Years 2006 and 2014 are especially brutal, where even the average number of problems solved by the top 12 is under or at least close to 50%.

In [43]:
fig, (ax0, ax1) = plt.subplots(2, 1, figsize=(10,20))
fig.suptitle("Region Performances")
ax0.title.set_text("Average Problems Solved per Region")
ax1.title.set_text("Highest Ranks in the Region")

aver_region_pcnt = df.loc[:, ['Region', 'Score Percentage']]
aver_region_pcnt = aver_region_pcnt.rename(columns={'Score Percentage': 'Average'})
aver_region_pcnt = aver_region_pcnt.groupby('Region').mean().sort_values(by='Average', ascending=False)

ax0.bar(
    aver_region_pcnt.index,
    aver_region_pcnt['Average'],
    color=plt.cm.Pastel2.colors
)

# aver_region_pcnt.T.plot(kind='bar', ax0=ax0, color=plt.cm.Pastel2.colors)

ax0.set_xticklabels(ax0.get_xticklabels(), rotation=30, ha='right')

ax0.set_ylim([0.0, 1.0])
ax0.grid(axis='y')
ax0.set_axisbelow(True)
ax0.yaxis.set_major_formatter(mtick.PercentFormatter(1.0))

rank_percentile = df.groupby(['Year'])['Rank'].transform(lambda x: x / x.count()).rename("Rank Percentile").reset_index()
rank_percentile = pd.merge(df, rank_percentile)

g = rank_percentile.groupby(['Region'])
rank_percentile = pd.DataFrame({col: val['Rank Percentile'] for col, val in g})

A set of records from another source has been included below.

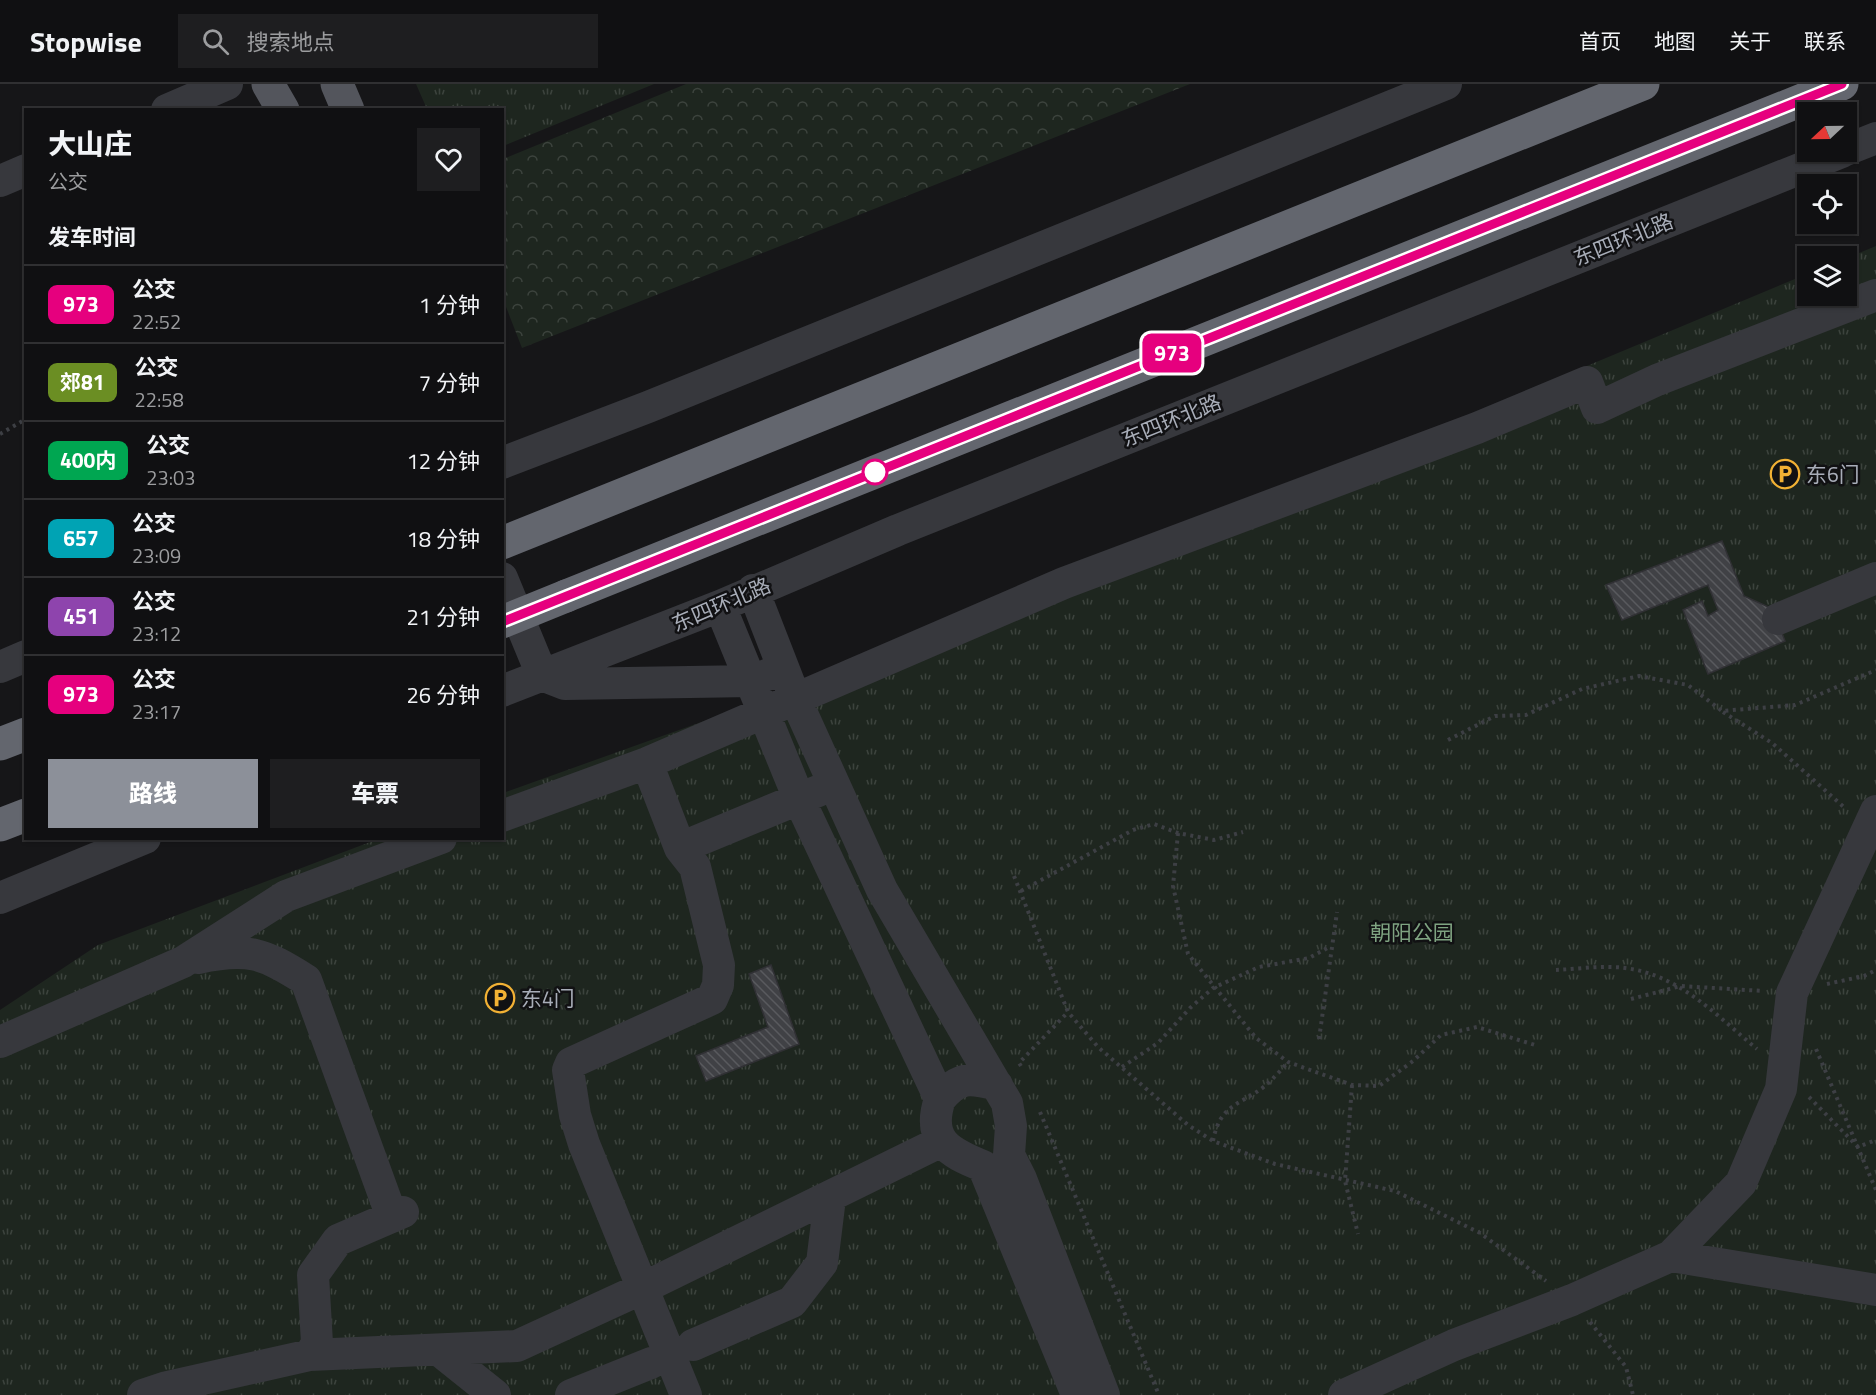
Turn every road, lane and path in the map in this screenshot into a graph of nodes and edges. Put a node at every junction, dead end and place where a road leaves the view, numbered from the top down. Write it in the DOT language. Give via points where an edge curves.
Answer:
graph roads {
  1 [pos="227,84"];
  2 [pos="268,84"];
  3 [pos="337,84"];
  4 [pos="1446,84"];
  5 [pos="1643,84"];
  6 [pos="1842,84"];
  7 [pos="172,108"];
  8 [pos="282,108"];
  9 [pos="347,108"];
  10 [pos="1876,138"];
  11 [pos="1857,146"];
  12 [pos="1817,162"];
  13 [pos="24,171"];
  14 [pos="0,181"];
  15 [pos="1876,295"];
  16 [pos="24,420"];
  17 [pos="0,434"];
  18 [pos="504,462"];
  19 [pos="504,542"];
  20 [pos="1876,578"];
  21 [pos="504,583"];
  22 [pos="753,590"];
  23 [pos="720,606"];
  24 [pos="1778,619"];
  25 [pos="504,620"];
  26 [pos="24,657"];
  27 [pos="0,666"];
  28 [pos="1876,670"];
  29 [pos="542,675"];
  30 [pos="752,681"];
  31 [pos="789,683"];
  32 [pos="504,690"];
  33 [pos="764,711"];
  34 [pos="1722,711"];
  35 [pos="24,735"];
  36 [pos="1448,740"];
  37 [pos="0,744"];
  38 [pos="647,763"];
  39 [pos="838,783"];
  40 [pos="800,799"];
  41 [pos="504,815"];
  42 [pos="24,816"];
  43 [pos="1872,818"];
  44 [pos="0,825"];
  45 [pos="1243,832"];
  46 [pos="1178,833"];
  47 [pos="140,840"];
  48 [pos="436,840"];
  49 [pos="680,848"];
  50 [pos="1014,876"];
  51 [pos="1021,891"];
  52 [pos="0,898"];
  53 [pos="1337,912"];
  54 [pos="1331,946"];
  55 [pos="183,962"];
  56 [pos="1556,969"];
  57 [pos="1876,970"];
  58 [pos="1681,986"];
  59 [pos="1213,988"];
  60 [pos="1792,993"];
  61 [pos="1631,999"];
  62 [pos="1068,1012"];
  63 [pos="1319,1039"];
  64 [pos="0,1042"];
  65 [pos="1813,1043"];
  66 [pos="1535,1045"];
  67 [pos="1288,1062"];
  68 [pos="1122,1067"];
  69 [pos="1784,1071"];
  70 [pos="1010,1079"];
  71 [pos="1352,1085"];
  72 [pos="940,1099"];
  73 [pos="1037,1106"];
  74 [pos="1876,1140"];
  75 [pos="1213,1141"];
  76 [pos="940,1142"];
  77 [pos="1858,1147"];
  78 [pos="996,1161"];
  79 [pos="1345,1181"];
  80 [pos="1876,1190"];
  81 [pos="830,1197"];
  82 [pos="1358,1234"];
  83 [pos="1671,1256"];
  84 [pos="644,1288"];
  85 [pos="1876,1290"];
  86 [pos="1572,1300"];
  87 [pos="693,1345"];
  88 [pos="440,1351"];
  89 [pos="310,1356"];
  90 [pos="651,1363"];
  91 [pos="142,1395"];
  92 [pos="495,1395"];
  93 [pos="571,1395"];
  94 [pos="686,1395"];
  95 [pos="1077,1395"];
  96 [pos="1104,1395"];
  97 [pos="1159,1395"];
  98 [pos="1344,1395"];
  99 [pos="1633,1395"];
  1 -- 7 [label="street"];
  2 -- 8 [label="main road"];
  3 -- 9 [label="main road"];
  4 -- 18 [label="street"];
  5 -- 19 [label="highway"];
  6 -- 25 [label="highway, bridge"];
  10 -- 11 [label="street"];
  12 -- 22 [label="street, 东四环北路"];
  13 -- 14 [label="street"];
  15 -- 31 [label="street" via="1657,380 1597,408 1587,382 1477,428"];
  16 -- 17 [label="path"];
  20 -- 24 [label="street"];
  21 -- 29 [label="street"];
  22 -- 23 [label="street, 东四环北路"];
  22 -- 31 [label="street"];
  23 -- 29 [label="street, 东四环北路"];
  23 -- 30 [label="street"];
  26 -- 27 [label="street"];
  28 -- 34 [label="path" via="1795,705"];
  29 -- 30 [label="street" via="565,684"];
  29 -- 32 [label="street, 东四环北路"];
  30 -- 31 [label="street"];
  30 -- 33 [label="street"];
  31 -- 33 [label="street"];
  31 -- 39 [label="street"];
  33 -- 38 [label="street"];
  33 -- 40 [label="street"];
  34 -- 36 [label="path" via="1688,685 1639,676 1582,689 1526,715 1495,716"];
  34 -- 43 [label="path" via="1772,743 1840,805"];
  35 -- 37 [label="highway"];
  38 -- 41 [label="street"];
  38 -- 49 [label="street"];
  39 -- 40 [label="street"];
  39 -- 70 [label="street" via="882,890"];
  40 -- 49 [label="street"];
  40 -- 72 [label="street"];
  42 -- 44 [label="highway"];
  43 -- 60 [label="street"];
  45 -- 46 [label="path" via="1214,840"];
  46 -- 51 [label="path" via="1154,824 1133,830"];
  46 -- 59 [label="path" via="1173,886 1188,954"];
  47 -- 52 [label="street"];
  48 -- 55 [label="street" via="286,896"];
  49 -- 84 [label="street" via="695,867 719,965 718,985 712,999 609,1044 571,1063 568,1070 584,1144"];
  50 -- 51 [label="path"];
  51 -- 62 [label="path"];
  53 -- 54 [label="path"];
  54 -- 59 [label="path" via="1309,958 1259,967"];
  54 -- 63 [label="path"];
  55 -- 64 [label="street"];
  55 -- 89 [label="street" via="230,951 272,958 306,980 398,1214 338,1240 313,1275 317,1343"];
  56 -- 58 [label="path" via="1624,968 1655,974"];
  57 -- 60 [label="path"];
  58 -- 60 [label="path"];
  58 -- 61 [label="path"];
  58 -- 69 [label="path"];
  59 -- 67 [label="path" via="1256,1038"];
  59 -- 68 [label="path" via="1158,1043"];
  60 -- 69 [label="street"];
  62 -- 68 [label="path" via="1098,1047"];
  62 -- 70 [label="path" via="1019,1063"];
  65 -- 77 [label="path"];
  66 -- 71 [label="path" via="1477,1027 1442,1035 1379,1086"];
  67 -- 71 [label="path"];
  67 -- 75 [label="path" via="1264,1086 1231,1105 1216,1125"];
  68 -- 75 [label="path" via="1188,1125"];
  69 -- 77 [label="path"];
  69 -- 83 [label="street" via="1781,1089 1741,1184"];
  70 -- 72 [label="street" via="971,1079 952,1084"];
  70 -- 78 [label="street" via="1006,1103 1011,1126"];
  71 -- 79 [label="path"];
  72 -- 76 [label="street" via="934,1117"];
  73 -- 97 [label="path"];
  74 -- 77 [label="path"];
  75 -- 79 [label="path" via="1275,1164"];
  76 -- 78 [label="street" via="957,1156"];
  76 -- 81 [label="street"];
  77 -- 80 [label="path"];
  78 -- 95 [label="street"];
  78 -- 96 [label="street" via="1021,1179"];
  79 -- 82 [label="path"];
  79 -- 86 [label="path" via="1395,1191 1480,1233"];
  81 -- 84 [label="street"];
  81 -- 87 [label="street" via="822,1263 792,1302"];
  83 -- 85 [label="street"];
  83 -- 86 [label="street"];
  84 -- 88 [label="street" via="517,1346"];
  84 -- 94 [label="street"];
  86 -- 98 [label="street" via="1454,1345"];
  86 -- 99 [label="path" via="1626,1367"];
  88 -- 89 [label="street"];
  88 -- 92 [label="street"];
  89 -- 91 [label="street"];
  90 -- 93 [label="street"];
}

rank_percentile = rank_percentile[aver_region_pcnt.index]
rank_percentile.plot(kind='box',ax=ax1)

labels = [label.get_text().replace('(','').replace(',)','') for label in ax1.get_xticklabels()]
ax1.set_xticklabels(labels, rotation=30, ha='right')

ax1.invert_yaxis()
ax1.yaxis.set_major_formatter(mtick.PercentFormatter(1.0))

# plt.show()
fig.savefig('region.png')
plt.close()

  ax0.set_xticklabels(ax0.get_xticklabels(), rotation=30, ha='right')


## Region Performances

Here we want to see how each region compares with each other.

![image](region.png)

One interesting thing to note is that North America, consisting of USA and Canada, despite having a lot of medalists has a lower performance in general.

Despite not having any dominating countries, Europe and Asia Pacific have relatively high performances. We can infer that these regions generally have a lot of countries that are high-performing over the years.